The same code is used for DBCC SHRINKFILE, DBCC SHRINKDATABASE, and auto-shrink - they're equally as bad. As well as introducing index fragmentation, data file shrink also generates a lot of I/O, uses a lot of CPU, and generates *loads* of transaction log - as everything it does is fully logged.

Data file shrink should never be  part of regular maintenance, and you should NEVER, NEVER have auto-shrink enabled. I tried to have it removed from the product for SQL 2005 and SQL 2008 when I was in a position to do so - the only reason it's still there is for backwards compatibility. Don't fall into the trap of having a maintenance plan that rebuilds all indexes and then tries to reclaim the space required to rebuild the indexes by running a shrink - that's a zero-sum game where all you do is generate a log of transaction log for no actual gain in performance.

So what if you *do* need to run a shrink? For instance, if you've deleted a large proportion of a very large database and the database isn't likely to grow, or you need to empty a file before removing it?

The method I like to recommend is as follows:

  • Create a new filegroup
  • Move all affected tables and indexes into the new filegroup using the CREATE INDEX ... WITH (DROP_EXISTING) ON <filegroup> syntax, to move the tables and remove fragmentation from them at the same time
  • Drop the old filegroup that you were going to shrink anyway (or shrink it way down if its the primary filegroup)

Basically you need to provision some more space before you can shrink the old files, but it's a much cleaner mechanism.

If you absolutely have no choice and have to run a data file shrink operation, be aware that you're going to cause index fragmentation and you should take steps to remove it afterwards if it's going to cause performance problems. The only way to remove index fragmentation without causing data file growth again is to use DBCC INDEXDEFRAG or ALTER INDEX ... REORGANIZE. These commands only require a single 8KB page of extra space, instead of needing to build a whole new index in the case of an index rebuild operation.

Bottom line - try to avoid running data file shrink at all costs!

Here's a question I got from someone who attended our database maintenance workshop at PASS last week (paraphrased):

I attended your pre-conference session on database maintenance and found it to be very informative.  From what you told use though, I think I need to change my nightly backup procedure.  I like to get my databases back to as small of a size as possible before backing them up, so I run the following commands to do this before taking the full database backup.  Could you help me with a better way of doing this? We're on SQL Server 2005.

BACKUP LOG <mydbname> WITH NO_LOG

DBCC SHRINKDATABASE (<mydbname>)

And here's the answer I sent back:

How large is the database? And how long must you keep the backups around? If the cumulative size of the backups takes up a large proportion of your available storage space (and we're talking more than just a single direct-attached 100+GB drive), then it may be worth compressing the backups - otherwise you're likely causing yourself more trouble than its worth.
 
By doing BACKUP LOG WITH NO_LOG you're effectively throwing away log records and removing the possibility of doing any kind of point-in-time, or up-to-the-second recovery (see BACKUP LOG WITH NO_LOG - use, abuse, and undocumented trace flags to stop it). If you're running in the FULL recovery model, and you don't care about either of these features, then you should switch to the SIMPLE recovery model. If you really want to be in FULL, don't ever use WITH NO_LOG.

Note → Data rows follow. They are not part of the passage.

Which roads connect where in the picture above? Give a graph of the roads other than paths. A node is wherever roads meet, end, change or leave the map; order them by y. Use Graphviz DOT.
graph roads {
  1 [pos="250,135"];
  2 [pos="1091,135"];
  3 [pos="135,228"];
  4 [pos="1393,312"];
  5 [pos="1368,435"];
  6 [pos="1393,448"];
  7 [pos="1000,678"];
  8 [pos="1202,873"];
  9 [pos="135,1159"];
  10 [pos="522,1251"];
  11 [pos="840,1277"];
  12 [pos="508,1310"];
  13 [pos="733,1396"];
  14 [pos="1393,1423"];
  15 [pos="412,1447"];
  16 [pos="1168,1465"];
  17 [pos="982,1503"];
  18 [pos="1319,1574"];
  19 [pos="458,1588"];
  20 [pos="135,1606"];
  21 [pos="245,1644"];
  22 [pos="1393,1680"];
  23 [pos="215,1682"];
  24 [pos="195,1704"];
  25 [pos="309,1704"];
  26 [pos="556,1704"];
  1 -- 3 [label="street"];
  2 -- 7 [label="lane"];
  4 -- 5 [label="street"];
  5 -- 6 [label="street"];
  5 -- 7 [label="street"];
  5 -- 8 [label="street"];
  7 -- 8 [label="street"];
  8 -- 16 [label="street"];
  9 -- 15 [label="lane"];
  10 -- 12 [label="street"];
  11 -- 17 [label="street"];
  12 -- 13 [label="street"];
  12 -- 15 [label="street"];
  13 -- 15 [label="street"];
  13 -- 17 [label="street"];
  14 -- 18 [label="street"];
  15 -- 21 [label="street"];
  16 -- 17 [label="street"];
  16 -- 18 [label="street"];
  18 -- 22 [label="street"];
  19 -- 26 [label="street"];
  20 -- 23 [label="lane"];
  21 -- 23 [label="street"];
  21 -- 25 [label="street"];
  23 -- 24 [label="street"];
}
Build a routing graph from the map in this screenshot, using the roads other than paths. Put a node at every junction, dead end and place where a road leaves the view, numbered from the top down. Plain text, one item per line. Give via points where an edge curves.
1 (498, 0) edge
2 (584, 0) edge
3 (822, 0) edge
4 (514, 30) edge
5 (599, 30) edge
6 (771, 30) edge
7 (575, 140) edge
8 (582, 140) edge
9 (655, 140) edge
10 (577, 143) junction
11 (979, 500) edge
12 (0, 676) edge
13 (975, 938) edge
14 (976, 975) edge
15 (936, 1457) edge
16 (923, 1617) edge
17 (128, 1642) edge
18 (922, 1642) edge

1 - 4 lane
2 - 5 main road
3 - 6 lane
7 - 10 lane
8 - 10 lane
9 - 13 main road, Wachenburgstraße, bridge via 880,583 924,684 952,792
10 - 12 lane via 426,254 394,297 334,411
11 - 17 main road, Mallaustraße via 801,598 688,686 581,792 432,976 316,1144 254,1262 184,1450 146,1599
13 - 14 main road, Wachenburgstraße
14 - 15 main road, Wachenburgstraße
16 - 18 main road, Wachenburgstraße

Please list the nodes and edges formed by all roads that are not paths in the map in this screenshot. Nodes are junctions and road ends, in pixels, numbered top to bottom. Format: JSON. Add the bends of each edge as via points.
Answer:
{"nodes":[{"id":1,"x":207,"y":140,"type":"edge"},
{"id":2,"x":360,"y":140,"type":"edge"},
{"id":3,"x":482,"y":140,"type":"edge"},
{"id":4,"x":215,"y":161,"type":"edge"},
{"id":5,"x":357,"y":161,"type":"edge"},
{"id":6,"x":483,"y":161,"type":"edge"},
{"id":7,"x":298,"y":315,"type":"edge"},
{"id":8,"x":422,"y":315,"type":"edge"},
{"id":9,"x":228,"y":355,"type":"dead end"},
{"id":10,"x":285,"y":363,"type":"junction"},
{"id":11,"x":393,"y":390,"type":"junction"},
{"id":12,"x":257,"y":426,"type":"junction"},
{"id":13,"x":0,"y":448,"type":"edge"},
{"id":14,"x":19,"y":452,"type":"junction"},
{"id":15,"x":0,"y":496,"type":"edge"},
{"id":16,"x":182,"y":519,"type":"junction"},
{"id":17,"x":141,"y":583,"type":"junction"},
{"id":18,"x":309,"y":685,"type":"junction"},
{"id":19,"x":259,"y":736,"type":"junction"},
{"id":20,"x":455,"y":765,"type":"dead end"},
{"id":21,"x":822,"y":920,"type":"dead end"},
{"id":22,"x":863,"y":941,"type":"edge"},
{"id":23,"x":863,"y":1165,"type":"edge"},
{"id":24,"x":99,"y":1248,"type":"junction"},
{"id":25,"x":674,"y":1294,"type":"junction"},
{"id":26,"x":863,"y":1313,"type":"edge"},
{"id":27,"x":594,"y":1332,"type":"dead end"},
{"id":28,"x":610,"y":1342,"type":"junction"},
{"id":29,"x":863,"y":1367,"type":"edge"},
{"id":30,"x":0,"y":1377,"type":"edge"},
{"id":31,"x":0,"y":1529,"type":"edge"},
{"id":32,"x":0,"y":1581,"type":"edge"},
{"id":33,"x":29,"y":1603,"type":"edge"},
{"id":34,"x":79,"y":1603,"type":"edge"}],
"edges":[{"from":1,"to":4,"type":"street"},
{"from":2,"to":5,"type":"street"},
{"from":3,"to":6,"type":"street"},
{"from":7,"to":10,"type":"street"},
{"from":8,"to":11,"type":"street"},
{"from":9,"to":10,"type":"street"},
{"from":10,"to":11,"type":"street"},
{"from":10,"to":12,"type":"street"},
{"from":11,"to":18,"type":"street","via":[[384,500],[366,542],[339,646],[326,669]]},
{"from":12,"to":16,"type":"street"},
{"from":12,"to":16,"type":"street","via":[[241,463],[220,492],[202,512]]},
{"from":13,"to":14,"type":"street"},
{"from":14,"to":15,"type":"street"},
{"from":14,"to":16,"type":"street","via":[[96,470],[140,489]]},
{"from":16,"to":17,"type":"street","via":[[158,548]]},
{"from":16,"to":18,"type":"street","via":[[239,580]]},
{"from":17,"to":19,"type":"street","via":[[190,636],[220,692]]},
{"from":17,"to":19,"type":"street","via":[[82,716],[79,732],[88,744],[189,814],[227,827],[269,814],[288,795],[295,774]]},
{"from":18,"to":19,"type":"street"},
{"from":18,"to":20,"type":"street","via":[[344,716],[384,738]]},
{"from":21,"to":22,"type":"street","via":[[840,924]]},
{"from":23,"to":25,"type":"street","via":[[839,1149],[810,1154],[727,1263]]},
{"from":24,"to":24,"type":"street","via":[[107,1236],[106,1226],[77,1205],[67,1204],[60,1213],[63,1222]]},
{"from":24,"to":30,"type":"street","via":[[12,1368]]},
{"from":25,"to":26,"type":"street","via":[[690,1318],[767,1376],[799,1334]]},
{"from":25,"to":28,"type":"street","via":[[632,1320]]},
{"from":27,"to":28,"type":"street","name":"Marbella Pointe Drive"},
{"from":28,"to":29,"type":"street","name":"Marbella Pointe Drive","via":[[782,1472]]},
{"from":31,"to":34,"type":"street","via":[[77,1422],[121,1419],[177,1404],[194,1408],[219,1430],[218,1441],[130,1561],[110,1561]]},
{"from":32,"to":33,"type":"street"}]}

The amount of transaction log that a full backup requires cannot be changed by you truncating the log. The full backup will backup any log it requires to enable the restored database to be a transctionally consistent copy of the database. See Debunking a couple of myths around full database backups and More on how much transaction log a full backup includes.

Doing a DBCC SHRINKDATABASE (the same exact operation as a database auto-shrink) will cause massive index fragmentation, and cause file-system fragmentation of the data files, as they will likely need to grow again after you've squeezed all the space out of them. See Auto-shrink - turn it OFF! for more details on the effects.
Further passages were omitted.